Because people will purchase different quantities of a good or service at different prices, economists must be careful when speaking of the “demand” for something. They have therefore developed some specific terms for expressing the general concept of demand.
The quantity demanded of a good or service is the quantity buyers are willing and able to buy at a particular price during a particular period, all other things unchanged. (As we learned, we can substitute the Latin phrase “ceteris paribus” for “all other things unchanged.”) Suppose, for example, that 100,000 movie tickets are sold each month in a particular town at a price of $8 per ticket. That quantity—100,000—is the quantity of movie admissions demanded per month at a price of $8. If the price were $12, we would expect the quantity demanded to be less. If it were $4, we would expect the quantity demanded to be greater. The quantity demanded at each price would be different if other things that might affect it, such as the population of the town, were to change. That is why we add the qualifier that other things have not changed to the definition of quantity demanded.

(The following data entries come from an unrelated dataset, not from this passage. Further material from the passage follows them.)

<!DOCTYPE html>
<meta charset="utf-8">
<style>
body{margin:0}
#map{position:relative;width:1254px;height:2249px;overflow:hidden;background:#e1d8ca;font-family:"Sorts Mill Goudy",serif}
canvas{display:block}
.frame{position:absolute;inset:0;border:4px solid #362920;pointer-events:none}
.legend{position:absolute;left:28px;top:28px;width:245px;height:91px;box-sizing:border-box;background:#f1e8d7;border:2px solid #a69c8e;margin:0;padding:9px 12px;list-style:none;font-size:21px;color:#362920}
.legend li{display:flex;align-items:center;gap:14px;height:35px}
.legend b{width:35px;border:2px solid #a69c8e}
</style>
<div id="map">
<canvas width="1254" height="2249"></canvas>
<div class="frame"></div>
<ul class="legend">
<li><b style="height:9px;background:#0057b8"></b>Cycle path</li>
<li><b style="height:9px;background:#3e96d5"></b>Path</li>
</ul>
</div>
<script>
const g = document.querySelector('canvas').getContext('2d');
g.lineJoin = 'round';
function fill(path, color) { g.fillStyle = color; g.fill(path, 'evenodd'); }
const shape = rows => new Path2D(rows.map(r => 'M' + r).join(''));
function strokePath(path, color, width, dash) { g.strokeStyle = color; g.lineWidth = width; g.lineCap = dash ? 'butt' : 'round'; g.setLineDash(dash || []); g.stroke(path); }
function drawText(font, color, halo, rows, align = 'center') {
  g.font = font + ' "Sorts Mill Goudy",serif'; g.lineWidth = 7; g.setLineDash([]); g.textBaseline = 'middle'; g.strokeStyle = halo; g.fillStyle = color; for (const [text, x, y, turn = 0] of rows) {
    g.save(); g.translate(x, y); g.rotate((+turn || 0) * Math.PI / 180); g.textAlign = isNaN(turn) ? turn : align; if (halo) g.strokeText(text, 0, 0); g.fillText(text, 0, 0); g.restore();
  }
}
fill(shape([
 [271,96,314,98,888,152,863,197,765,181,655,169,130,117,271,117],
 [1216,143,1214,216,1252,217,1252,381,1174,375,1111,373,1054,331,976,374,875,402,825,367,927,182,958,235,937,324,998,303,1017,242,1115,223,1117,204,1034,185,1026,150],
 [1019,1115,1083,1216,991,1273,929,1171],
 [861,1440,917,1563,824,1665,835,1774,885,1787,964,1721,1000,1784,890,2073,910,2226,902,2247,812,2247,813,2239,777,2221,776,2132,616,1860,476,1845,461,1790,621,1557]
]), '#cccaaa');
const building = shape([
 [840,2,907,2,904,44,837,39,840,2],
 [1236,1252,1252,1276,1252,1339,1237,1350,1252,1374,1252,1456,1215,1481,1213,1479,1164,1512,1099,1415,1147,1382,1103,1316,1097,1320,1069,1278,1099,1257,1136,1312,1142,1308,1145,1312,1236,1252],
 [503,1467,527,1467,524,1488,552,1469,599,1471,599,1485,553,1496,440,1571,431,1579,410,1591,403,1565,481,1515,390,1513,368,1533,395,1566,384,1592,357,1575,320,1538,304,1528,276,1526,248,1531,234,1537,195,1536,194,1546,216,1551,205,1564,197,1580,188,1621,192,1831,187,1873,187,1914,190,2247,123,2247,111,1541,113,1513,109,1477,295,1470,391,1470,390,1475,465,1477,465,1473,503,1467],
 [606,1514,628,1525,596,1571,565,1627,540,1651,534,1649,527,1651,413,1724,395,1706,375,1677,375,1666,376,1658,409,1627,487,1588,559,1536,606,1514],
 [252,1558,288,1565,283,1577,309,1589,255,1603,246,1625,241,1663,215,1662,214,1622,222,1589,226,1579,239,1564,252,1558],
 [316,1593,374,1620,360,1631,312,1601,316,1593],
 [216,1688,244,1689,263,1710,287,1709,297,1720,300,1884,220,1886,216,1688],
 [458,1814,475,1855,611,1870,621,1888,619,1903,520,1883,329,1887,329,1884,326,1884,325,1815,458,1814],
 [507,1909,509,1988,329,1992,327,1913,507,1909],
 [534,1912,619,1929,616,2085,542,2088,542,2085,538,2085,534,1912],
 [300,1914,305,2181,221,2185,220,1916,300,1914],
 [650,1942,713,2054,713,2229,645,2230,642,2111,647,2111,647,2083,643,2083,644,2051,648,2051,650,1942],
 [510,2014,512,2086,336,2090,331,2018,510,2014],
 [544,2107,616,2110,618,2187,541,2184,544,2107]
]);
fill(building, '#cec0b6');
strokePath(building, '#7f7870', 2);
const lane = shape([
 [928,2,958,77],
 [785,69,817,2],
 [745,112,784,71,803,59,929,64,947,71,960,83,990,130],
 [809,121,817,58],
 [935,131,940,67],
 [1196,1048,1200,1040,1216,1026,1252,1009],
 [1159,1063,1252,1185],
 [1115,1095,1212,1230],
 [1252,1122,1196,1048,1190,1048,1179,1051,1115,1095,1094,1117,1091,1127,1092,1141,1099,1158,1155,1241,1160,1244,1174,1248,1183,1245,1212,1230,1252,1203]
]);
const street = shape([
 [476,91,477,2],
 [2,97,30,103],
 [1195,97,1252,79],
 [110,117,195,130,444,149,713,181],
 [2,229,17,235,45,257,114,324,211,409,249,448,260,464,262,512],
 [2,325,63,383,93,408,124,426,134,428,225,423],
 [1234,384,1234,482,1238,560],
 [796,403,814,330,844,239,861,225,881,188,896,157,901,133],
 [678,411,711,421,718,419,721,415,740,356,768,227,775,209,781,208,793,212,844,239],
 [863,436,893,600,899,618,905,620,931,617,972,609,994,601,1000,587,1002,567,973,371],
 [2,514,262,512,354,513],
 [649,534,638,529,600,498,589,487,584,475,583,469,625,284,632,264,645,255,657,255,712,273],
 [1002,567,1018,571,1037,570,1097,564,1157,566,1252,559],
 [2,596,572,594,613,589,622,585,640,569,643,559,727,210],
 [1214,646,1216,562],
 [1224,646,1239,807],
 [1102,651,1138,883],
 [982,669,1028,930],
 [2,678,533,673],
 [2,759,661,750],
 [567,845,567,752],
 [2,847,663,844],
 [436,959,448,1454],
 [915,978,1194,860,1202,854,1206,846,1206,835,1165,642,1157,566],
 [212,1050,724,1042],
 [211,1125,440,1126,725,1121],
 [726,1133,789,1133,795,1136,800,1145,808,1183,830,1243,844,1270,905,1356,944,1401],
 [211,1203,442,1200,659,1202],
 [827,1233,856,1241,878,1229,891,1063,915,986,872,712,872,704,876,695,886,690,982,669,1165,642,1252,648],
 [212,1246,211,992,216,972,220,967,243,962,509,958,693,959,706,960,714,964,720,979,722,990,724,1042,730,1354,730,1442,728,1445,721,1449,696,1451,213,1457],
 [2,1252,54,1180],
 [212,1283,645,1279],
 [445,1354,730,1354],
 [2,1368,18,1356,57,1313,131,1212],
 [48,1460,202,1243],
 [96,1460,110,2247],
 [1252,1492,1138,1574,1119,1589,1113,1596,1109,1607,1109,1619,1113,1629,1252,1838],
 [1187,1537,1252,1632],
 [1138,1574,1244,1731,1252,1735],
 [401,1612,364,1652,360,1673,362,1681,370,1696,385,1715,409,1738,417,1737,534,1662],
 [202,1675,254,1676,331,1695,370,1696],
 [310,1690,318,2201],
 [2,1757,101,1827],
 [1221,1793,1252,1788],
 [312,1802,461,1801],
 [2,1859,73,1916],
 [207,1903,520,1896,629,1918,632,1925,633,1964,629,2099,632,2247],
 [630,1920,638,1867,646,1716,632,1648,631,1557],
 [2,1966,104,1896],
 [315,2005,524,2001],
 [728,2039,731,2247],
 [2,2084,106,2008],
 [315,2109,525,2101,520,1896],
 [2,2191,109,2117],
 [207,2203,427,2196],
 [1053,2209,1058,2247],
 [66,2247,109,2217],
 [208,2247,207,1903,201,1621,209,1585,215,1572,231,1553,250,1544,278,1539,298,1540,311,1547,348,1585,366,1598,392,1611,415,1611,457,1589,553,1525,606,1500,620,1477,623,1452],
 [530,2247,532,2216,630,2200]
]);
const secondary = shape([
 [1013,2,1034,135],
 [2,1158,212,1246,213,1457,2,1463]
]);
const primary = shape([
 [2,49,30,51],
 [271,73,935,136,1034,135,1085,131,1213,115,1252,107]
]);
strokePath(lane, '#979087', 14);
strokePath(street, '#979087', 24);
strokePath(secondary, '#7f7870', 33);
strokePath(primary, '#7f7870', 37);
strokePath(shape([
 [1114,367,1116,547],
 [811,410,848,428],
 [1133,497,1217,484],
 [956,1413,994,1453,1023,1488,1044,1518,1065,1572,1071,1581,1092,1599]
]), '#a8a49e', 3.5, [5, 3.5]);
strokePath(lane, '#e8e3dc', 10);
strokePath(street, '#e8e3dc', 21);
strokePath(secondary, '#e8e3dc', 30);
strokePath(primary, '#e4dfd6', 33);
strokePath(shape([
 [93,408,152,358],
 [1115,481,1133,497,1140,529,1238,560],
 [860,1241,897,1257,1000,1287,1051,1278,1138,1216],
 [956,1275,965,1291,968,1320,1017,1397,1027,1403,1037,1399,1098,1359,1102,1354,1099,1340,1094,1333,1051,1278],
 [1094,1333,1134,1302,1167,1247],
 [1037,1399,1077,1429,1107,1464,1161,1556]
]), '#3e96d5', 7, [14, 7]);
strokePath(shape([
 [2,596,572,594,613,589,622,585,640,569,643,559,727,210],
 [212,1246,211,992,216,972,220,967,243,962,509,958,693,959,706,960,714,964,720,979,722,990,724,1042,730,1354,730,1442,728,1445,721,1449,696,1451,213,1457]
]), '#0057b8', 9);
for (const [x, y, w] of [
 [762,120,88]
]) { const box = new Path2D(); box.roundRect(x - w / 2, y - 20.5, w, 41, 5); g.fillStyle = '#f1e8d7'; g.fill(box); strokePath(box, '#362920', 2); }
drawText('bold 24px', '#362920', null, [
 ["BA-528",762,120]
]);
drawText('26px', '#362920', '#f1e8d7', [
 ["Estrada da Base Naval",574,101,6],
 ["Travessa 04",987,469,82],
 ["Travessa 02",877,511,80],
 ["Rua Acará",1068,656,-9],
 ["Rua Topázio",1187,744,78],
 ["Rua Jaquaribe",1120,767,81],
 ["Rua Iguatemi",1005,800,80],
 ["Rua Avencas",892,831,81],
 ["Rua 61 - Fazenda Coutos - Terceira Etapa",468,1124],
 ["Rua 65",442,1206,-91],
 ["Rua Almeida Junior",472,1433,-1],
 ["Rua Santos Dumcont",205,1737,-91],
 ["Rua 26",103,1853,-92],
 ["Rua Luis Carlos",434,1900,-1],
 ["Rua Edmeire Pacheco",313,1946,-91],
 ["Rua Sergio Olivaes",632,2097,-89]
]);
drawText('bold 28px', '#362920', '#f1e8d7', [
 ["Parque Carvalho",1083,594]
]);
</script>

A demand schedule is a table that shows the quantities of a good or service demanded at different prices during a particular period, all other things unchanged. To introduce the concept of a demand schedule, let us consider the demand for coffee in the United States. We will ignore differences among types of coffee beans and roasts, and speak simply of coffee. The table in Figure 3.1 shows quantities of coffee that will be demanded each month at prices ranging from $9 to $4 per pound; the table is a demand schedule. We see that the higher the price, the lower the quantity demanded.
The table is a demand schedule; it shows quantities of coffee demanded per month in the United States at particular prices, all other things unchanged. These data are then plotted on the demand curve. At point A on the curve, 25 million pounds of coffee per month are demanded at a price of $6 per pound. At point B, 30 million pounds of coffee per month are demanded at a price of $5 per pound.
The information given in a demand schedule can be presented with a demand curve, which is a graphical representation of a demand schedule. A demand curve thus shows the relationship between the price and quantity demanded of a good or service during a particular period, all other things unchanged. The demand curve in Figure 3.1 shows the prices and quantities of coffee demanded that are given in the demand schedule. At point A, for example, we see that 25 million pounds of coffee per month are demanded at a price of $6 per pound. By convention, economists graph price on the vertical axis and quantity on the horizontal axis.
Price alone does not determine the quantity of coffee or any other good that people buy. To isolate the effect of changes in price on the quantity of a good or service demanded, however, we show the quantity demanded at each price, assuming that those other variables remain unchanged. We do the same thing in drawing a graph of the relationship between any two variables; we assume that the values of other variables that may affect the variables shown in the graph (such as income or population) remain unchanged for the period under consideration.
A change in price, with no change in any of the other variables that affect demand, results in a movement along the demand curve. For example, if the price of coffee falls from $6 to $5 per pound, consumption rises from 25 million pounds to 30 million pounds per month. That is a movement from point A to point B along the demand curve in Figure 3.1. A movement along a demand curve that results from a change in price is called a change in quantity demanded. Note that a change in quantity demanded is not a change or shift in the demand curve; it is a movement along the demand curve.
The negative slope of the demand curve in Figure 3.1 suggests a key behavioral relationship of economics. All other things unchanged, the law of demand holds that, for virtually all goods and services, a higher price leads to a reduction in quantity demanded and a lower price leads to an increase in quantity demanded.
The law of demand is called a law because the results of countless studies are consistent with it. Undoubtedly, you have observed one manifestation of the law. When a store finds itself with an overstock of some item, such as running shoes or tomatoes, and needs to sell these items quickly, what does it do? It typically has a sale, expecting that a lower price will increase the quantity demanded. In general, we expect the law of demand to hold. Given the values of other variables that influence demand, a higher price reduces the quantity demanded. A lower price increases the quantity demanded. Demand curves, in short, slope downward.